Aim of the task:
Ignoring every picture, transcribe the data in full as it stands.

-- Source records follows --

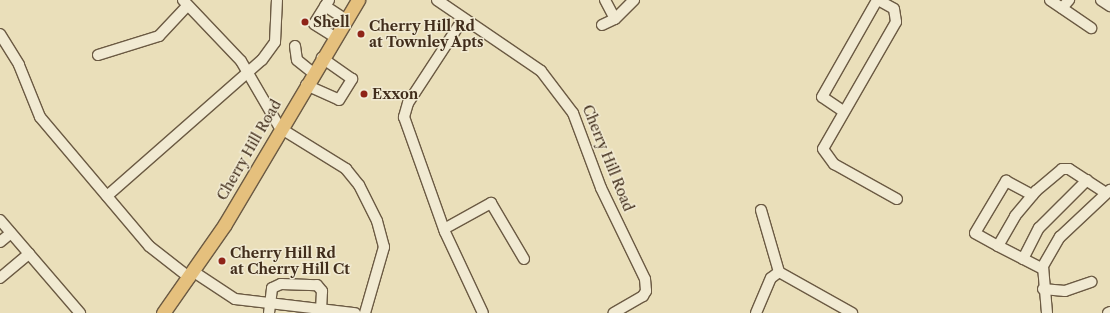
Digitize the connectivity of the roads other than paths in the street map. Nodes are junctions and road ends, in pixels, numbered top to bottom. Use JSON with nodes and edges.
{"nodes":[{"id":1,"x":277,"y":0,"type":"edge"},
{"id":2,"x":437,"y":0,"type":"edge"},
{"id":3,"x":605,"y":0,"type":"edge"},
{"id":4,"x":634,"y":0,"type":"edge"},
{"id":5,"x":878,"y":0,"type":"edge"},
{"id":6,"x":1050,"y":0,"type":"edge"},
{"id":7,"x":1069,"y":0,"type":"edge"},
{"id":8,"x":1102,"y":0,"type":"edge"},
{"id":9,"x":356,"y":1,"type":"edge"},
{"id":10,"x":185,"y":2,"type":"edge"},
{"id":11,"x":327,"y":3,"type":"edge"},
{"id":12,"x":1110,"y":6,"type":"edge"},
{"id":13,"x":1062,"y":8,"type":"junction"},
{"id":14,"x":346,"y":19,"type":"junction"},
{"id":15,"x":463,"y":19,"type":"junction"},
{"id":16,"x":615,"y":19,"type":"junction"},
{"id":17,"x":602,"y":25,"type":"dead end"},
{"id":18,"x":1091,"y":28,"type":"dead end"},
{"id":19,"x":0,"y":34,"type":"edge"},
{"id":20,"x":335,"y":37,"type":"junction"},
{"id":21,"x":295,"y":46,"type":"dead end"},
{"id":22,"x":98,"y":56,"type":"dead end"},
{"id":23,"x":322,"y":58,"type":"junction"},
{"id":24,"x":313,"y":73,"type":"junction"},
{"id":25,"x":248,"y":74,"type":"junction"},
{"id":26,"x":306,"y":85,"type":"junction"},
{"id":27,"x":842,"y":111,"type":"junction"},
{"id":28,"x":280,"y":128,"type":"junction"},
{"id":29,"x":1087,"y":180,"type":"junction"},
{"id":30,"x":1108,"y":191,"type":"edge"},
{"id":31,"x":1032,"y":195,"type":"junction"},
{"id":32,"x":107,"y":196,"type":"junction"},
{"id":33,"x":897,"y":199,"type":"dead end"},
{"id":34,"x":761,"y":210,"type":"dead end"},
{"id":35,"x":0,"y":220,"type":"edge"},
{"id":36,"x":444,"y":229,"type":"junction"},
{"id":37,"x":11,"y":233,"type":"junction"},
{"id":38,"x":0,"y":242,"type":"edge"},
{"id":39,"x":998,"y":246,"type":"junction"},
{"id":40,"x":29,"y":254,"type":"junction"},
{"id":41,"x":524,"y":259,"type":"dead end"},
{"id":42,"x":1023,"y":259,"type":"junction"},
{"id":43,"x":1043,"y":269,"type":"junction"},
{"id":44,"x":779,"y":272,"type":"junction"},
{"id":45,"x":192,"y":275,"type":"junction"},
{"id":46,"x":0,"y":278,"type":"edge"},
{"id":47,"x":1091,"y":282,"type":"dead end"},
{"id":48,"x":1043,"y":289,"type":"junction"},
{"id":49,"x":269,"y":309,"type":"edge"},
{"id":50,"x":321,"y":309,"type":"junction"},
{"id":51,"x":80,"y":313,"type":"edge"},
{"id":52,"x":163,"y":313,"type":"edge"},
{"id":53,"x":355,"y":313,"type":"edge"},
{"id":54,"x":365,"y":313,"type":"edge"},
{"id":55,"x":483,"y":313,"type":"edge"},
{"id":56,"x":613,"y":313,"type":"edge"},
{"id":57,"x":756,"y":313,"type":"edge"},
{"id":58,"x":852,"y":313,"type":"edge"},
{"id":59,"x":1047,"y":313,"type":"edge"}],
"edges":[{"from":1,"to":25,"type":"street"},
{"from":2,"to":15,"type":"street","name":"Cherry Hill Road"},
{"from":3,"to":16,"type":"street"},
{"from":4,"to":16,"type":"street"},
{"from":5,"to":27,"type":"street"},
{"from":5,"to":27,"type":"street"},
{"from":6,"to":13,"type":"street"},
{"from":7,"to":13,"type":"street"},
{"from":8,"to":12,"type":"street"},
{"from":9,"to":14,"type":"main road","name":"Cherry Hill Road"},
{"from":10,"to":22,"type":"street"},
{"from":10,"to":25,"type":"street"},
{"from":11,"to":14,"type":"street"},
{"from":11,"to":20,"type":"street"},
{"from":13,"to":18,"type":"street"},
{"from":14,"to":20,"type":"main road","name":"Cherry Hill Road"},
{"from":15,"to":36,"type":"street"},
{"from":15,"to":56,"type":"street","name":"Cherry Hill Road"},
{"from":16,"to":17,"type":"street"},
{"from":19,"to":32,"type":"street"},
{"from":20,"to":23,"type":"main road","name":"Cherry Hill Road"},
{"from":21,"to":24,"type":"street"},
{"from":23,"to":24,"type":"main road","name":"Cherry Hill Road"},
{"from":23,"to":26,"type":"street"},
{"from":24,"to":26,"type":"main road","name":"Cherry Hill Road"},
{"from":25,"to":28,"type":"street"},
{"from":25,"to":32,"type":"street"},
{"from":26,"to":28,"type":"main road","name":"Cherry Hill Road"},
{"from":27,"to":33,"type":"street"},
{"from":28,"to":45,"type":"main road","name":"Cherry Hill Road"},
{"from":28,"to":54,"type":"street"},
{"from":29,"to":30,"type":"street"},
{"from":29,"to":31,"type":"street"},
{"from":29,"to":42,"type":"street"},
{"from":30,"to":43,"type":"street"},
{"from":31,"to":39,"type":"street"},
{"from":31,"to":39,"type":"street"},
{"from":32,"to":45,"type":"street"},
{"from":34,"to":44,"type":"street"},
{"from":35,"to":37,"type":"street"},
{"from":36,"to":41,"type":"street"},
{"from":36,"to":55,"type":"street"},
{"from":37,"to":38,"type":"street"},
{"from":37,"to":40,"type":"street"},
{"from":39,"to":42,"type":"street"},
{"from":40,"to":46,"type":"street"},
{"from":40,"to":51,"type":"street"},
{"from":42,"to":43,"type":"street"},
{"from":43,"to":48,"type":"street"},
{"from":44,"to":57,"type":"street"},
{"from":44,"to":58,"type":"street"},
{"from":45,"to":49,"type":"street"},
{"from":45,"to":52,"type":"main road","name":"Cherry Hill Road"},
{"from":47,"to":48,"type":"street"},
{"from":48,"to":59,"type":"street"},
{"from":49,"to":50,"type":"street"},
{"from":49,"to":50,"type":"street"},
{"from":50,"to":53,"type":"street"}]}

-- Source records concluded --

Task response:
Digitize the connectivity of the roads other than paths in the street map. Nodes are junctions and road ends, in pixels, numbered top to bottom. Use JSON with nodes and edges.
{"nodes":[{"id":1,"x":277,"y":0,"type":"edge"},
{"id":2,"x":437,"y":0,"type":"edge"},
{"id":3,"x":605,"y":0,"type":"edge"},
{"id":4,"x":634,"y":0,"type":"edge"},
{"id":5,"x":878,"y":0,"type":"edge"},
{"id":6,"x":1050,"y":0,"type":"edge"},
{"id":7,"x":1069,"y":0,"type":"edge"},
{"id":8,"x":1102,"y":0,"type":"edge"},
{"id":9,"x":356,"y":1,"type":"edge"},
{"id":10,"x":185,"y":2,"type":"edge"},
{"id":11,"x":327,"y":3,"type":"edge"},
{"id":12,"x":1110,"y":6,"type":"edge"},
{"id":13,"x":1062,"y":8,"type":"junction"},
{"id":14,"x":346,"y":19,"type":"junction"},
{"id":15,"x":463,"y":19,"type":"junction"},
{"id":16,"x":615,"y":19,"type":"junction"},
{"id":17,"x":602,"y":25,"type":"dead end"},
{"id":18,"x":1091,"y":28,"type":"dead end"},
{"id":19,"x":0,"y":34,"type":"edge"},
{"id":20,"x":335,"y":37,"type":"junction"},
{"id":21,"x":295,"y":46,"type":"dead end"},
{"id":22,"x":98,"y":56,"type":"dead end"},
{"id":23,"x":322,"y":58,"type":"junction"},
{"id":24,"x":313,"y":73,"type":"junction"},
{"id":25,"x":248,"y":74,"type":"junction"},
{"id":26,"x":306,"y":85,"type":"junction"},
{"id":27,"x":842,"y":111,"type":"junction"},
{"id":28,"x":280,"y":128,"type":"junction"},
{"id":29,"x":1087,"y":180,"type":"junction"},
{"id":30,"x":1108,"y":191,"type":"edge"},
{"id":31,"x":1032,"y":195,"type":"junction"},
{"id":32,"x":107,"y":196,"type":"junction"},
{"id":33,"x":897,"y":199,"type":"dead end"},
{"id":34,"x":761,"y":210,"type":"dead end"},
{"id":35,"x":0,"y":220,"type":"edge"},
{"id":36,"x":444,"y":229,"type":"junction"},
{"id":37,"x":11,"y":233,"type":"junction"},
{"id":38,"x":0,"y":242,"type":"edge"},
{"id":39,"x":998,"y":246,"type":"junction"},
{"id":40,"x":29,"y":254,"type":"junction"},
{"id":41,"x":524,"y":259,"type":"dead end"},
{"id":42,"x":1023,"y":259,"type":"junction"},
{"id":43,"x":1043,"y":269,"type":"junction"},
{"id":44,"x":779,"y":272,"type":"junction"},
{"id":45,"x":192,"y":275,"type":"junction"},
{"id":46,"x":0,"y":278,"type":"edge"},
{"id":47,"x":1091,"y":282,"type":"dead end"},
{"id":48,"x":1043,"y":289,"type":"junction"},
{"id":49,"x":269,"y":309,"type":"edge"},
{"id":50,"x":321,"y":309,"type":"junction"},
{"id":51,"x":80,"y":313,"type":"edge"},
{"id":52,"x":163,"y":313,"type":"edge"},
{"id":53,"x":355,"y":313,"type":"edge"},
{"id":54,"x":365,"y":313,"type":"edge"},
{"id":55,"x":483,"y":313,"type":"edge"},
{"id":56,"x":613,"y":313,"type":"edge"},
{"id":57,"x":756,"y":313,"type":"edge"},
{"id":58,"x":852,"y":313,"type":"edge"},
{"id":59,"x":1047,"y":313,"type":"edge"}],
"edges":[{"from":1,"to":25,"type":"street"},
{"from":2,"to":15,"type":"street","name":"Cherry Hill Road"},
{"from":3,"to":16,"type":"street"},
{"from":4,"to":16,"type":"street"},
{"from":5,"to":27,"type":"street"},
{"from":5,"to":27,"type":"street"},
{"from":6,"to":13,"type":"street"},
{"from":7,"to":13,"type":"street"},
{"from":8,"to":12,"type":"street"},
{"from":9,"to":14,"type":"main road","name":"Cherry Hill Road"},
{"from":10,"to":22,"type":"street"},
{"from":10,"to":25,"type":"street"},
{"from":11,"to":14,"type":"street"},
{"from":11,"to":20,"type":"street"},
{"from":13,"to":18,"type":"street"},
{"from":14,"to":20,"type":"main road","name":"Cherry Hill Road"},
{"from":15,"to":36,"type":"street"},
{"from":15,"to":56,"type":"street","name":"Cherry Hill Road"},
{"from":16,"to":17,"type":"street"},
{"from":19,"to":32,"type":"street"},
{"from":20,"to":23,"type":"main road","name":"Cherry Hill Road"},
{"from":21,"to":24,"type":"street"},
{"from":23,"to":24,"type":"main road","name":"Cherry Hill Road"},
{"from":23,"to":26,"type":"street"},
{"from":24,"to":26,"type":"main road","name":"Cherry Hill Road"},
{"from":25,"to":28,"type":"street"},
{"from":25,"to":32,"type":"street"},
{"from":26,"to":28,"type":"main road","name":"Cherry Hill Road"},
{"from":27,"to":33,"type":"street"},
{"from":28,"to":45,"type":"main road","name":"Cherry Hill Road"},
{"from":28,"to":54,"type":"street"},
{"from":29,"to":30,"type":"street"},
{"from":29,"to":31,"type":"street"},
{"from":29,"to":42,"type":"street"},
{"from":30,"to":43,"type":"street"},
{"from":31,"to":39,"type":"street"},
{"from":31,"to":39,"type":"street"},
{"from":32,"to":45,"type":"street"},
{"from":34,"to":44,"type":"street"},
{"from":35,"to":37,"type":"street"},
{"from":36,"to":41,"type":"street"},
{"from":36,"to":55,"type":"street"},
{"from":37,"to":38,"type":"street"},
{"from":37,"to":40,"type":"street"},
{"from":39,"to":42,"type":"street"},
{"from":40,"to":46,"type":"street"},
{"from":40,"to":51,"type":"street"},
{"from":42,"to":43,"type":"street"},
{"from":43,"to":48,"type":"street"},
{"from":44,"to":57,"type":"street"},
{"from":44,"to":58,"type":"street"},
{"from":45,"to":49,"type":"street"},
{"from":45,"to":52,"type":"main road","name":"Cherry Hill Road"},
{"from":47,"to":48,"type":"street"},
{"from":48,"to":59,"type":"street"},
{"from":49,"to":50,"type":"street"},
{"from":49,"to":50,"type":"street"},
{"from":50,"to":53,"type":"street"}]}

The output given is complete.